NEW YORK, JUNE 8 -- The Dow industrials closed almost 35 points lower today, the average's fourth loss in a week that nearly erased the 80-point gain of the week before.
Today's loss came amid recurrent waves of index-arbitrage selling by program traders and profit taking by institutional investors.
Traders close to markets for derived-equity instruments said most of today's index-arbitrage activity was tied to the continued unwinding of positions before the June 15 quarterly ''triple-witching'' expirations of index futures, index options and common stock options.
But while program-related sell-offs were responsible for piling up deficits in major blue-chip indexes, the broader cash market itself was soft all day.
Industry groups such as computers and many of the consumer-related sectors -- especially retailers, but also foods, beverages, supermarkets, drugs, cosmetics and recreation -- were hammered by moderate but consistent selling pressures.
At the close, the Dow stood at 2862.38, down 34.95, while declines outpaced advances on the Big Board by a ratio of more than 2 to 1 on moderate volume of 142 million shares.
''I think we work lower from here,'' said technician Eugene Peroni Jr. at Janney Montgomery Scott. ''Since Monday the Dow has produced a number of rally attempts that have failed readily, and that's a sign of near-term exhaustion. I suspect we'll engage in some new base-building in the low 2800s or the high 2700s.''
Technical analyst Stan Weinstein, who publishes the Professional Tape Reader from Hollywood, Fla., said today's close portends a drop to between 2750 and 2800 on the Dow before new highs can be attempted.

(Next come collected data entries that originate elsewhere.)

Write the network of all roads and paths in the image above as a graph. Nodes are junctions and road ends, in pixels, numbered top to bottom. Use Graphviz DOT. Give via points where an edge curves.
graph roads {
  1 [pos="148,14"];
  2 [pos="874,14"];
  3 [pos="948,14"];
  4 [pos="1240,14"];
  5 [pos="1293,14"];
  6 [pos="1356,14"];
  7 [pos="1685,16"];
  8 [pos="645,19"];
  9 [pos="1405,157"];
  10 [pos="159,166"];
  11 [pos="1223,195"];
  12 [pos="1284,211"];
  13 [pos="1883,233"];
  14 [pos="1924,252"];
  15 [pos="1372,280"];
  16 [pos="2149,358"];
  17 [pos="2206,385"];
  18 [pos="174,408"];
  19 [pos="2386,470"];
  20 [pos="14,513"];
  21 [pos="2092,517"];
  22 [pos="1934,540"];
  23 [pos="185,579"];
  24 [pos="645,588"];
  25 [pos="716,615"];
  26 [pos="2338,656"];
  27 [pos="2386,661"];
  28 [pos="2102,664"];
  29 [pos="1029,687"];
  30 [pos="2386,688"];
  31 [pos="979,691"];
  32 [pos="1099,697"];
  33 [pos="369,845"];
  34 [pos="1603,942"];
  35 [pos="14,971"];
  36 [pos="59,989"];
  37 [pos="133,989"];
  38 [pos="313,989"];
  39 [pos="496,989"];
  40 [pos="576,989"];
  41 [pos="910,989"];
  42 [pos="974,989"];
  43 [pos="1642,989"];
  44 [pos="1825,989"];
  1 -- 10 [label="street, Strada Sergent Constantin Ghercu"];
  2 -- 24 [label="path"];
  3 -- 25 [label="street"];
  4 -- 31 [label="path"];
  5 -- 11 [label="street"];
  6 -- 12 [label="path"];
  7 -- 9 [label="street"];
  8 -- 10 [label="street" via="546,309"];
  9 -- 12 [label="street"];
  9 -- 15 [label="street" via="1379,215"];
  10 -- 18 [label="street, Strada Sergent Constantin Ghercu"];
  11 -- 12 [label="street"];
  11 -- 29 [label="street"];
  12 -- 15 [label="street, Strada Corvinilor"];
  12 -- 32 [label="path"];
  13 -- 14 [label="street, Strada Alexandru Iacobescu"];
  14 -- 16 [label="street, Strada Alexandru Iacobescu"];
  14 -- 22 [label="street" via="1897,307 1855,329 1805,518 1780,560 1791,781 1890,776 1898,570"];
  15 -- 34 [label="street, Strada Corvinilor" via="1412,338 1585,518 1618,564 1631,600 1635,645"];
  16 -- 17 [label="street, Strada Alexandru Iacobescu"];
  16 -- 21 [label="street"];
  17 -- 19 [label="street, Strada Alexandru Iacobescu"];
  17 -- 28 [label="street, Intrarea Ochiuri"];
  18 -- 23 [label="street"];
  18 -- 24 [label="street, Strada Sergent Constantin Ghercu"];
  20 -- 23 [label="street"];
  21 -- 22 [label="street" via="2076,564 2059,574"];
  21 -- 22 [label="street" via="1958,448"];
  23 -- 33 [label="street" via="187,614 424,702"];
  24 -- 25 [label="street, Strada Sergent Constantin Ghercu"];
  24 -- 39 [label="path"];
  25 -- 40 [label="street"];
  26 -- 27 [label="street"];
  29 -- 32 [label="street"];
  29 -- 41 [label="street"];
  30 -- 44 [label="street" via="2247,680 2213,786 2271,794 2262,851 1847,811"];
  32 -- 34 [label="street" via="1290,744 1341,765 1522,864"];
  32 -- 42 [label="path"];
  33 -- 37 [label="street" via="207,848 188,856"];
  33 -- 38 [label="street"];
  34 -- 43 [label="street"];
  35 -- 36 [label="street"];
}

Chief trader George Pirrone at Dreyfus Corp. said he saw nothing dire in the four-day losing streak. ''My feeling is that once people overcome the myopia of worrying about four sessions of declines, the market should snap out of its losing streak -- probably by next Tuesday.''
Among Dow component stocks, Boeing slid 1 3/8 to 82 1/2, high-flying IBM lost 1 7/8 to 118 3/4, 3M slumped 1 1/8 to 82 7/8, Merck gave up 1 1/2 to 80, Procter & Gamble dipped 1 5/8 to 80 and United Technologies sagged 1 1/4 to 58.
Stocks in the news failed to inspire the market materially, traders noted. Even the ''deal of the week'' -- the acquisition of powerhouse Beatrice Co. by ConAgra Inc. from Kohlberg Kravis Roberts for what analysts have deemed a bargain-basement price of $1.34 billion in cash and stock -- failed to inject much life into the market. ConAgra itself added a mere 1 1/4 at 33 1/4 on the composite tape despite a near universal opinion that the Beatrice purchase would be a boon. Spillover buying among food stocks was none too impressive, either. Heinz lost 1 1/4 to 33, while most big food processors suffered fractional losses.
And retailers suffered anew, with Gap Stores leading the pack, down 2 3/8 at 56 1/8 after a 4 3/8 slide on Thursday.
Movie stocks slumped on profit taking and speculation that the summer season would bomb. Walt Disney dropped 4 5/8 to 123 3/8, Time Warner gave up 2 1/2 to 107 3/4 and MCA lost 1 3/4 to close at 56 3/4.
The Dow transports fell 7.30 to 1201.28, while the utilities lost 1.45 to 212.46.
Among broad stock indexes, the Standard & Poor's 500 was down 4.44 at 358.71, the NYSE Composite down 2.16 at 196.05, the Value Line down 1.76 at 288.10, the Amex Market Value down 2.40 at 361.17 and the Nasdaq Composite down 3.22 at 460.87.